>>>

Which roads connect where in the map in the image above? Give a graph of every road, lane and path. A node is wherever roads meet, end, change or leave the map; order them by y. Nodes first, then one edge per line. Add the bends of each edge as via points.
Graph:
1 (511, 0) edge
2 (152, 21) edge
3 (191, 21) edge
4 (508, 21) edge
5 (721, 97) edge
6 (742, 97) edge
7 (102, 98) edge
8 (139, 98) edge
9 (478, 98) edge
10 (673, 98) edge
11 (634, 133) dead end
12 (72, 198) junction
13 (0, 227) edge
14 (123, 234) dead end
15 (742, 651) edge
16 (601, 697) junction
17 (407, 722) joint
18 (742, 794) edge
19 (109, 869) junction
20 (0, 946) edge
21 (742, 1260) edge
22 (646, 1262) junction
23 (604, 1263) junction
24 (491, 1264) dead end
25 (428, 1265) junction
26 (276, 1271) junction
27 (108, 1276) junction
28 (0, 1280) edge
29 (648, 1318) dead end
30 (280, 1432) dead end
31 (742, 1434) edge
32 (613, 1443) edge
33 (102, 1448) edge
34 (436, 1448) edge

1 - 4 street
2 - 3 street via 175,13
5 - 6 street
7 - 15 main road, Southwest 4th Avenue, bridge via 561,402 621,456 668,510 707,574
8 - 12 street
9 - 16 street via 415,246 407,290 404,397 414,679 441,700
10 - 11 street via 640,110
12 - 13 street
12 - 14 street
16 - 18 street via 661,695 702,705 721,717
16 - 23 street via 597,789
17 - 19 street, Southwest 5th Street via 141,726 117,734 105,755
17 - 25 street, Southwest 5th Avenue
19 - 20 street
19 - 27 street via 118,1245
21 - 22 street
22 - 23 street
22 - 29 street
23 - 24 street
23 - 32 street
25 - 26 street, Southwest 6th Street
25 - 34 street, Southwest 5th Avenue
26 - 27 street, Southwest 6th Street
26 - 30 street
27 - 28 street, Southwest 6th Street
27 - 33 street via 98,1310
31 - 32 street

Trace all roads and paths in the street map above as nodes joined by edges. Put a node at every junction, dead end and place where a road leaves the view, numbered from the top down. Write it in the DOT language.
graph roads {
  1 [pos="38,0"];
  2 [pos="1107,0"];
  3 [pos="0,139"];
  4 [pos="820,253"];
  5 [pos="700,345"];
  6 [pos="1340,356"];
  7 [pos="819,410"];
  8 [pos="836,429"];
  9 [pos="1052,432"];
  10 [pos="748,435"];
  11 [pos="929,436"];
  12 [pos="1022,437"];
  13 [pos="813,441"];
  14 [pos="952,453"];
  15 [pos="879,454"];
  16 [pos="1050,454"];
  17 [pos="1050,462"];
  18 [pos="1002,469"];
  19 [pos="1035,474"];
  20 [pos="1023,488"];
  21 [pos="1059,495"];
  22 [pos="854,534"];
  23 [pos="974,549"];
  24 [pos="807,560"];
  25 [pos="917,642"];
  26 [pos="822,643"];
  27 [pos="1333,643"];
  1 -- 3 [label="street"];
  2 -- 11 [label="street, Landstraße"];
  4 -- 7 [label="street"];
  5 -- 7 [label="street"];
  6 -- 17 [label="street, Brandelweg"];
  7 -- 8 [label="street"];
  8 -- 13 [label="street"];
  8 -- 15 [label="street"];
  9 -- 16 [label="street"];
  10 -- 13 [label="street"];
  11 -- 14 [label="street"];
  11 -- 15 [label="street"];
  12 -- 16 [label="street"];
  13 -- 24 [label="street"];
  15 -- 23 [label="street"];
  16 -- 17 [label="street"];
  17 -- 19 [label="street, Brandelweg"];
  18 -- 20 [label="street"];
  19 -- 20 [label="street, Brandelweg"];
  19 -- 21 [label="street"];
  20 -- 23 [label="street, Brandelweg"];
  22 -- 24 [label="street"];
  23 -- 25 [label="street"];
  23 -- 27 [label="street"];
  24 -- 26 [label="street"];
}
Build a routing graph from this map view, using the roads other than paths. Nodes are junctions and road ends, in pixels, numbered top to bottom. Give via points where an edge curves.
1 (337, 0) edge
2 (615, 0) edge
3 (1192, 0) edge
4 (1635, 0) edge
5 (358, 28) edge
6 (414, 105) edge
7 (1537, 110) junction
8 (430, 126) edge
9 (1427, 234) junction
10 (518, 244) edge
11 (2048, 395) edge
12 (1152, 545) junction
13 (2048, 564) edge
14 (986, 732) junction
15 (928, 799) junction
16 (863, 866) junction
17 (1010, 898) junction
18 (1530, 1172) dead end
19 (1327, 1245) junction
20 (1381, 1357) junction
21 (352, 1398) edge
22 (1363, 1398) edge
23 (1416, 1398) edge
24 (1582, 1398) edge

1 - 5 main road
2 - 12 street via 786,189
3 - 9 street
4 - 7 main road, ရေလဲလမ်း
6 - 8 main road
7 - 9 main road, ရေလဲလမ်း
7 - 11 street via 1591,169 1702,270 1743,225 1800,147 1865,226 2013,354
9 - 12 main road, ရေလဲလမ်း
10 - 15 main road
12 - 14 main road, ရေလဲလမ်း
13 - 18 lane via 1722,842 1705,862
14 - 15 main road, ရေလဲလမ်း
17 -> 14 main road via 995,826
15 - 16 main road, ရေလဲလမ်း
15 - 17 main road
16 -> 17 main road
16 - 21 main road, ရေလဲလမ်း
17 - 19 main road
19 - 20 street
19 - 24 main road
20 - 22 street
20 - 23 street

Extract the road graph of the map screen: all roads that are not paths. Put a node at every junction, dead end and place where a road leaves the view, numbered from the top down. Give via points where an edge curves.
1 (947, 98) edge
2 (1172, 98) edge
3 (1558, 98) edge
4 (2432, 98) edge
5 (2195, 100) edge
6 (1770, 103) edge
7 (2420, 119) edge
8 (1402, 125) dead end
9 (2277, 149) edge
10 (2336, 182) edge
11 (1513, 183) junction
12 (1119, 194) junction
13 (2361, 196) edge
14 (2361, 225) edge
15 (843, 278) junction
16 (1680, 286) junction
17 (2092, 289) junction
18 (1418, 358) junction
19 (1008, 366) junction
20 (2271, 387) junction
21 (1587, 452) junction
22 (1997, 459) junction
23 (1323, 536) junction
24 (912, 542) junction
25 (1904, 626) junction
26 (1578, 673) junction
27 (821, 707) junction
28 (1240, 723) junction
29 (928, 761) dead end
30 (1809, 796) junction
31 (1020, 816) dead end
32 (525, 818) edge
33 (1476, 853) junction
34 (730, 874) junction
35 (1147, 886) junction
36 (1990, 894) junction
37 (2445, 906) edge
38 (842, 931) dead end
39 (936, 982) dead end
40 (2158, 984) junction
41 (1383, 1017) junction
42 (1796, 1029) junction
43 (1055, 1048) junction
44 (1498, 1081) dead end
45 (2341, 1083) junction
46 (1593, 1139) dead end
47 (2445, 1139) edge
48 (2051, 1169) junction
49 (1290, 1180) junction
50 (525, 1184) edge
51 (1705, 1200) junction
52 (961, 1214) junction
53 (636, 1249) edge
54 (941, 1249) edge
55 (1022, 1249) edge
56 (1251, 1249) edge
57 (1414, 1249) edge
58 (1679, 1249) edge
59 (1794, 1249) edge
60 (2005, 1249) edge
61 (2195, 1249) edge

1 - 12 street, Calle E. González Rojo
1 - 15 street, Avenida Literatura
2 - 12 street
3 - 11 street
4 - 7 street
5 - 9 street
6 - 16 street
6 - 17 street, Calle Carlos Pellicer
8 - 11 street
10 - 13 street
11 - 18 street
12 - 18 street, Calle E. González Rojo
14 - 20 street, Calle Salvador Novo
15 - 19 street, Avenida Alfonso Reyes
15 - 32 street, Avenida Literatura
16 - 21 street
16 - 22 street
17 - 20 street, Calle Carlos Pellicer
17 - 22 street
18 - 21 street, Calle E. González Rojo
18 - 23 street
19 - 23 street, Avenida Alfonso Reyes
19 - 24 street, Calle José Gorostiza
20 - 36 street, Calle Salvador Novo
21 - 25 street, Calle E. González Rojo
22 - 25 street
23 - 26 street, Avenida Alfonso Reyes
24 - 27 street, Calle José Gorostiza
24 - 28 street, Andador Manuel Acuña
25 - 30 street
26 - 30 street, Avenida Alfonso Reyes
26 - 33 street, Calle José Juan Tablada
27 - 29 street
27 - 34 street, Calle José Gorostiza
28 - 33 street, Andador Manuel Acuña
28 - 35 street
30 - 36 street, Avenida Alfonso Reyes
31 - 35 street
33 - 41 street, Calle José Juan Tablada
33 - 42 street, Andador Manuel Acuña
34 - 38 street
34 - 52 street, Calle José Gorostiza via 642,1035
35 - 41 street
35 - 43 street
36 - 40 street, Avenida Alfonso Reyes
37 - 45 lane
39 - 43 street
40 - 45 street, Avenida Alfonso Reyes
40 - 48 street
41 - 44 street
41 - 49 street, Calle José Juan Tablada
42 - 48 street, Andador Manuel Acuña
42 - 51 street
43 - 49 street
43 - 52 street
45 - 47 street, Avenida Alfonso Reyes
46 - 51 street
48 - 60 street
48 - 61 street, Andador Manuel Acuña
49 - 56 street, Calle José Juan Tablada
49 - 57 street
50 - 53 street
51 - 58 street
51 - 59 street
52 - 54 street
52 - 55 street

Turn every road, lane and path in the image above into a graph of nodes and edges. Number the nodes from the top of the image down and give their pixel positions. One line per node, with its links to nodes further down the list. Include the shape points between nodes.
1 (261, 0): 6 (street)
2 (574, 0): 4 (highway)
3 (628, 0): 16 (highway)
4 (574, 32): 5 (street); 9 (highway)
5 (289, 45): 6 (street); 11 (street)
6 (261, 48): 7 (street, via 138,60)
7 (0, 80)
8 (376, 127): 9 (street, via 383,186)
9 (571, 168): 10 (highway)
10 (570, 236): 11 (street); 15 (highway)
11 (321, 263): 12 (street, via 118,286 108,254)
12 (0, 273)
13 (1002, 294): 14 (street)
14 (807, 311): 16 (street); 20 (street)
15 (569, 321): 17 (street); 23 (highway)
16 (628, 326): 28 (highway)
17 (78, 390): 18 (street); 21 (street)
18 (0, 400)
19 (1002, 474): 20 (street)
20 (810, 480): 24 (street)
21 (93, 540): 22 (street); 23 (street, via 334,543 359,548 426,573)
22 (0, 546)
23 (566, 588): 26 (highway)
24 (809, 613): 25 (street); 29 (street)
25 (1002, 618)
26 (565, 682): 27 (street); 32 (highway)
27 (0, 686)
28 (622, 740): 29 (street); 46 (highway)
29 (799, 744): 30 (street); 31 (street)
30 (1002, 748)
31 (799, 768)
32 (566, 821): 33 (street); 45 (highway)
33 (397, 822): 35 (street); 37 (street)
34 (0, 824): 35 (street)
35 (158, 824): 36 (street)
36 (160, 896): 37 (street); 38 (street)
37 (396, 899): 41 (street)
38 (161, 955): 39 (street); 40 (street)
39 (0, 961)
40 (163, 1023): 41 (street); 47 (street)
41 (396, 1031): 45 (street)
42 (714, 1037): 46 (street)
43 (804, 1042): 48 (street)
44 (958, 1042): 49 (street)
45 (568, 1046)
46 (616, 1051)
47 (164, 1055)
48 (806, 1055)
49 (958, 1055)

<<<

TASK INSTRUCTIONS - Your answer must be a single number: how many lines of the entries above contain the string "González".

RESULT - 4